## [To do]
Pictures stay out; everything else in the records is to be copied exactly.

## [Supplied records]
########
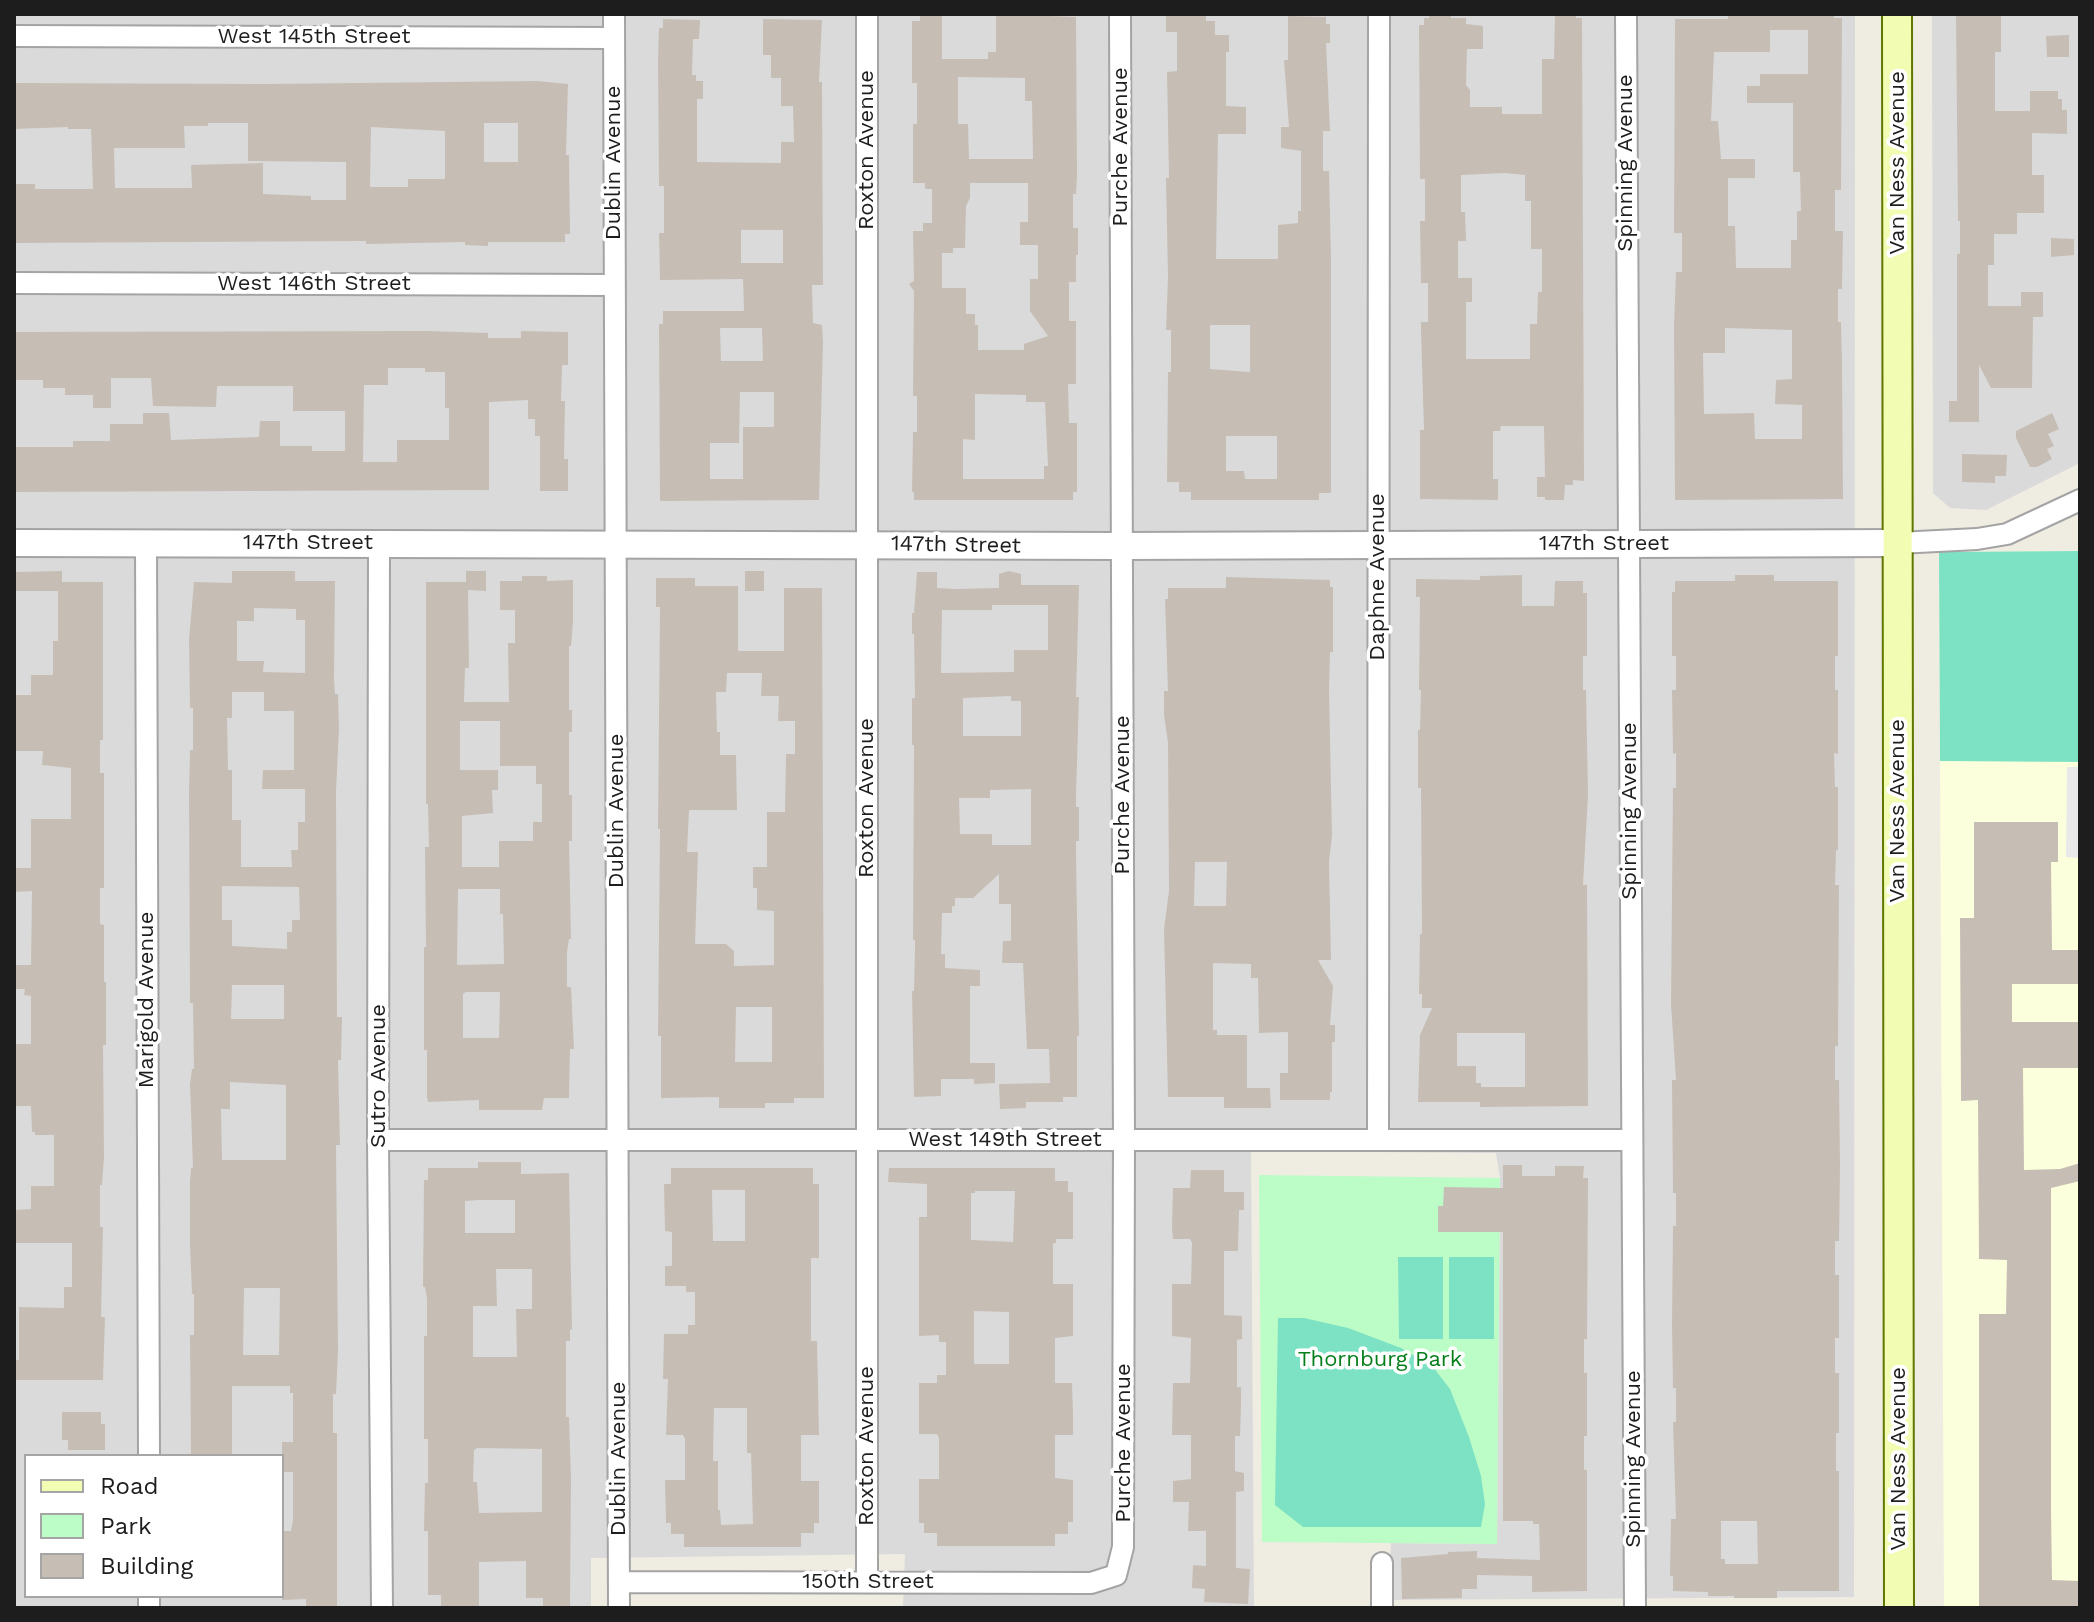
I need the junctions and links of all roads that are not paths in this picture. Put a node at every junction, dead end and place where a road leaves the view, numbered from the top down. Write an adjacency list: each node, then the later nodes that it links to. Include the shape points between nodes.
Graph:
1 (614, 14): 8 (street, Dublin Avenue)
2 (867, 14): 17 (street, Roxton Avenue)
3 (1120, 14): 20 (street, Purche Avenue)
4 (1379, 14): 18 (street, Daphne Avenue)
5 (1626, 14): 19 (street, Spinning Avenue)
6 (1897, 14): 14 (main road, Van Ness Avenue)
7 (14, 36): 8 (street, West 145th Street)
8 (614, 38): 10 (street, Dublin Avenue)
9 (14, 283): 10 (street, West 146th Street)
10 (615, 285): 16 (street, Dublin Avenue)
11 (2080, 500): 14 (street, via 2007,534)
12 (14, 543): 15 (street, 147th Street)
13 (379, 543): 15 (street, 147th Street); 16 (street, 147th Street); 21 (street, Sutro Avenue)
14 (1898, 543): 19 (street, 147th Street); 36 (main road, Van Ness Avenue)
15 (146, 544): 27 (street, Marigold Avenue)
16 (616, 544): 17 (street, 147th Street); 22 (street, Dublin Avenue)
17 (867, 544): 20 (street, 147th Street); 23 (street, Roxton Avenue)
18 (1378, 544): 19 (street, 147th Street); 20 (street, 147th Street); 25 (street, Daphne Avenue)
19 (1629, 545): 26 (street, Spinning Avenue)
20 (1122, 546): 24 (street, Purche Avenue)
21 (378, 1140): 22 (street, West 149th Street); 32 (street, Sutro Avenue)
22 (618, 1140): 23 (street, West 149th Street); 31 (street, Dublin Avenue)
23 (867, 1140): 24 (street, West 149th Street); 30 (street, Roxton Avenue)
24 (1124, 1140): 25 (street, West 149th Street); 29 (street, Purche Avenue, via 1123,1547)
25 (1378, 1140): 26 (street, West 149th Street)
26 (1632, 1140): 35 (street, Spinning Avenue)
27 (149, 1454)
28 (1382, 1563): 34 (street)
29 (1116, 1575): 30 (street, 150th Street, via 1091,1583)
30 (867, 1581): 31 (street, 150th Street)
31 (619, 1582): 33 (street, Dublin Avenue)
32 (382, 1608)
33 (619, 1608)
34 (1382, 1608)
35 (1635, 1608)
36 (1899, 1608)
########
## [Answer to the problem]
I need the junctions and links of all roads that are not paths in this picture. Put a node at every junction, dead end and place where a road leaves the view, numbered from the top down. Write an adjacency list: each node, then the later nodes that it links to. Include the shape points between nodes.
Graph:
1 (614, 14): 8 (street, Dublin Avenue)
2 (867, 14): 17 (street, Roxton Avenue)
3 (1120, 14): 20 (street, Purche Avenue)
4 (1379, 14): 18 (street, Daphne Avenue)
5 (1626, 14): 19 (street, Spinning Avenue)
6 (1897, 14): 14 (main road, Van Ness Avenue)
7 (14, 36): 8 (street, West 145th Street)
8 (614, 38): 10 (street, Dublin Avenue)
9 (14, 283): 10 (street, West 146th Street)
10 (615, 285): 16 (street, Dublin Avenue)
11 (2080, 500): 14 (street, via 2007,534)
12 (14, 543): 15 (street, 147th Street)
13 (379, 543): 15 (street, 147th Street); 16 (street, 147th Street); 21 (street, Sutro Avenue)
14 (1898, 543): 19 (street, 147th Street); 36 (main road, Van Ness Avenue)
15 (146, 544): 27 (street, Marigold Avenue)
16 (616, 544): 17 (street, 147th Street); 22 (street, Dublin Avenue)
17 (867, 544): 20 (street, 147th Street); 23 (street, Roxton Avenue)
18 (1378, 544): 19 (street, 147th Street); 20 (street, 147th Street); 25 (street, Daphne Avenue)
19 (1629, 545): 26 (street, Spinning Avenue)
20 (1122, 546): 24 (street, Purche Avenue)
21 (378, 1140): 22 (street, West 149th Street); 32 (street, Sutro Avenue)
22 (618, 1140): 23 (street, West 149th Street); 31 (street, Dublin Avenue)
23 (867, 1140): 24 (street, West 149th Street); 30 (street, Roxton Avenue)
24 (1124, 1140): 25 (street, West 149th Street); 29 (street, Purche Avenue, via 1123,1547)
25 (1378, 1140): 26 (street, West 149th Street)
26 (1632, 1140): 35 (street, Spinning Avenue)
27 (149, 1454)
28 (1382, 1563): 34 (street)
29 (1116, 1575): 30 (street, 150th Street, via 1091,1583)
30 (867, 1581): 31 (street, 150th Street)
31 (619, 1582): 33 (street, Dublin Avenue)
32 (382, 1608)
33 (619, 1608)
34 (1382, 1608)
35 (1635, 1608)
36 (1899, 1608)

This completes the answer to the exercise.